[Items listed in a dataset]
--

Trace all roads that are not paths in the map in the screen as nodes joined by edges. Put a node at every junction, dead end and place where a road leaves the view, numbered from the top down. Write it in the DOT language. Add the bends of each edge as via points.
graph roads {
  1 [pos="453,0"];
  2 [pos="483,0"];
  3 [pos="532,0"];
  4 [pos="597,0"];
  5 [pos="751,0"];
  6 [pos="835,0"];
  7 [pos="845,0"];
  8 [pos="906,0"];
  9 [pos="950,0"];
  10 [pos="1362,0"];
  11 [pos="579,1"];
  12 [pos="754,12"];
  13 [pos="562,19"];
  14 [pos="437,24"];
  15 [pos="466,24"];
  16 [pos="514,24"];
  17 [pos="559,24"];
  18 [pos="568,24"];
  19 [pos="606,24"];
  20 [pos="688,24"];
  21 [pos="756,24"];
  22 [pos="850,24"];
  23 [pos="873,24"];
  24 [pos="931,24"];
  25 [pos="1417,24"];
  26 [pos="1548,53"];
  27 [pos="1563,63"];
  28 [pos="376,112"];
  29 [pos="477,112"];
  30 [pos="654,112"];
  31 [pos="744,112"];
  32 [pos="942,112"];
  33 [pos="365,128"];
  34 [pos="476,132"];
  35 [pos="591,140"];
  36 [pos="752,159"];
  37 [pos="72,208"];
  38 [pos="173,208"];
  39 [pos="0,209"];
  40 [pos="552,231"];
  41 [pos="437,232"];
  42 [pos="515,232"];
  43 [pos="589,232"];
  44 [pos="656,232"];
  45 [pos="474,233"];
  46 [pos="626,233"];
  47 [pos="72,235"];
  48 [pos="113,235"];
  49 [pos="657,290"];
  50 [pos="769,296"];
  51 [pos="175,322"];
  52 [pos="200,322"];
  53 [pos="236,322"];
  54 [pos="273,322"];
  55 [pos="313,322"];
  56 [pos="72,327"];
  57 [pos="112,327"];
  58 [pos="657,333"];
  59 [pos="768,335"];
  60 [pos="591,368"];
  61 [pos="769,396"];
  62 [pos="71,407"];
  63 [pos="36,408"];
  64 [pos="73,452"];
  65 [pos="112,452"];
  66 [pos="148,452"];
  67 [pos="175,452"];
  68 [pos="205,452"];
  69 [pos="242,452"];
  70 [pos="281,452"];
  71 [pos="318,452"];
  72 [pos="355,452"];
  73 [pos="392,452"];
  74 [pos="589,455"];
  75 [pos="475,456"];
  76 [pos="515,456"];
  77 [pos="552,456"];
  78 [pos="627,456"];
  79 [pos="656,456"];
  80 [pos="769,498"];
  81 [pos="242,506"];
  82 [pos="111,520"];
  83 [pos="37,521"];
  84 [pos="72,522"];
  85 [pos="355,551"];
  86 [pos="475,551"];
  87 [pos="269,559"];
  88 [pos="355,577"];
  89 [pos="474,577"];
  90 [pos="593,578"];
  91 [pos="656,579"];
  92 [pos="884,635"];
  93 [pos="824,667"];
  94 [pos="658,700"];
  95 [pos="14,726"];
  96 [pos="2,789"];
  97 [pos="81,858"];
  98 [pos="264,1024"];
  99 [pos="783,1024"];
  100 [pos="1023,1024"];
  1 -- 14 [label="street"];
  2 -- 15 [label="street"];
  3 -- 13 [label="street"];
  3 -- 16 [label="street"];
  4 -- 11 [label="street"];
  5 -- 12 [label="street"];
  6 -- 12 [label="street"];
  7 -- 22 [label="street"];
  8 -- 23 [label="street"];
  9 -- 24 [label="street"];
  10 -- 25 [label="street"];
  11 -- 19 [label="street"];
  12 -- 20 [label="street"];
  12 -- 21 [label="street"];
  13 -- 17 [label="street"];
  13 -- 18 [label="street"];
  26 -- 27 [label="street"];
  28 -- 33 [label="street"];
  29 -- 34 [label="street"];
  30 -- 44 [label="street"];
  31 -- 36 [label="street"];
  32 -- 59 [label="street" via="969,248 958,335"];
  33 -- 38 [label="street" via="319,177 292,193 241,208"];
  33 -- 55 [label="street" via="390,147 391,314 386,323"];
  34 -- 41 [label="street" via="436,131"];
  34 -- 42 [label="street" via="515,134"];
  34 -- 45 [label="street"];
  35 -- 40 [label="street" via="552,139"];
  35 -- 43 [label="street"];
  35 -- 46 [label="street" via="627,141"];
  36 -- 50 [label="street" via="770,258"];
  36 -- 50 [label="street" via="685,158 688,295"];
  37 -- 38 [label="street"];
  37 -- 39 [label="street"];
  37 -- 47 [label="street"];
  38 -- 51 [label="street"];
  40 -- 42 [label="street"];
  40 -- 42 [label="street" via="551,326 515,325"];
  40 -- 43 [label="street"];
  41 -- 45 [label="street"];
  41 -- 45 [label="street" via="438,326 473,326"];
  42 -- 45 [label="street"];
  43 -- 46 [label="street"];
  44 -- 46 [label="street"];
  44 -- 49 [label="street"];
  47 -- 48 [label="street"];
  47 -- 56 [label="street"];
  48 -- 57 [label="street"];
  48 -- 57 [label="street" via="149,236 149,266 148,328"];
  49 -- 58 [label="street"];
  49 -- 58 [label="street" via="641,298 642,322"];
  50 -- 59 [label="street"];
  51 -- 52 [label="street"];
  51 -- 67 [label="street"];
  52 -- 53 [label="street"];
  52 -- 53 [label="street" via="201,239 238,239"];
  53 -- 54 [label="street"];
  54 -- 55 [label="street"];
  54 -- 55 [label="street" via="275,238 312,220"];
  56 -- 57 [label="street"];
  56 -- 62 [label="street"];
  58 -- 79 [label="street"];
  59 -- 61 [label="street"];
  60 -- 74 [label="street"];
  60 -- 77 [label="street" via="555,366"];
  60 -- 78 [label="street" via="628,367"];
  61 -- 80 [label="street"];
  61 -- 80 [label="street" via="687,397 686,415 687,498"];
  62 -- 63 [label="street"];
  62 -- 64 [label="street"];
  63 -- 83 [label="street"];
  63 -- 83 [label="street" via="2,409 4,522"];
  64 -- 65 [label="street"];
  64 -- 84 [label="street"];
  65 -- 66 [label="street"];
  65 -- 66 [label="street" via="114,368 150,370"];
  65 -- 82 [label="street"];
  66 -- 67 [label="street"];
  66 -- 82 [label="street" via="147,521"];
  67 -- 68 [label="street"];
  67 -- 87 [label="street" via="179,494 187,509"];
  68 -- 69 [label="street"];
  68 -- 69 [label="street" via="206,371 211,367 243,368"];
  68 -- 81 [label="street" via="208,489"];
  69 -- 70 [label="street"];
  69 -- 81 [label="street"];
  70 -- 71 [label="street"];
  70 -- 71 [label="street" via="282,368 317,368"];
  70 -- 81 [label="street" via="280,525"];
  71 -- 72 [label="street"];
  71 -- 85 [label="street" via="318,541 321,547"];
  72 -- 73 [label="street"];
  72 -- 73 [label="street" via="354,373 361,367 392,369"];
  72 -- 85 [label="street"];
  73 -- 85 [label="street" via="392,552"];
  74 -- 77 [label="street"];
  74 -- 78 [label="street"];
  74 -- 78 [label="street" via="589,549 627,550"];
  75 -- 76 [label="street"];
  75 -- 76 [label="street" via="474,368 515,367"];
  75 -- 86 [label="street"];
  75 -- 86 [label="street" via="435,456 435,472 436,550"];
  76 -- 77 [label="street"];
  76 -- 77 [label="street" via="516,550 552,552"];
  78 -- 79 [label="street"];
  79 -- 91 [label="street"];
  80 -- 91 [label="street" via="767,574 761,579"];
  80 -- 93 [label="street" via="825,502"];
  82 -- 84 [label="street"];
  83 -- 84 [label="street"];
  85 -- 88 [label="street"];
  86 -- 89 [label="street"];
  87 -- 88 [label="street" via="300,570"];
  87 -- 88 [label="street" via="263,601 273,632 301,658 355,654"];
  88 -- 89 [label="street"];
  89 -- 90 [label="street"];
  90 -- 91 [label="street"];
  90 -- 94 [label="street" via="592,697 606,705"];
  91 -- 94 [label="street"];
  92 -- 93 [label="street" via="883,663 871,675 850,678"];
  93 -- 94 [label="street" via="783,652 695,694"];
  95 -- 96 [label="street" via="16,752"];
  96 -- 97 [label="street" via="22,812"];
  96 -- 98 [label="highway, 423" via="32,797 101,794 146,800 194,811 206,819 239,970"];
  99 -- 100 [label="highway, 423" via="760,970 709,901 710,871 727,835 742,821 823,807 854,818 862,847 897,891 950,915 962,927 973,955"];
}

--

Task description =
Look through the entries above for the word "highway". Copy every line where it shows up.

Answer to this task =
  96 -- 98 [label="highway, 423" via="32,797 101,794 146,800 194,811 206,819 239,970"];
  99 -- 100 [label="highway, 423" via="760,970 709,901 710,871 727,835 742,821 823,807 854,818 862,847 897,891 950,915 962,927 973,955"];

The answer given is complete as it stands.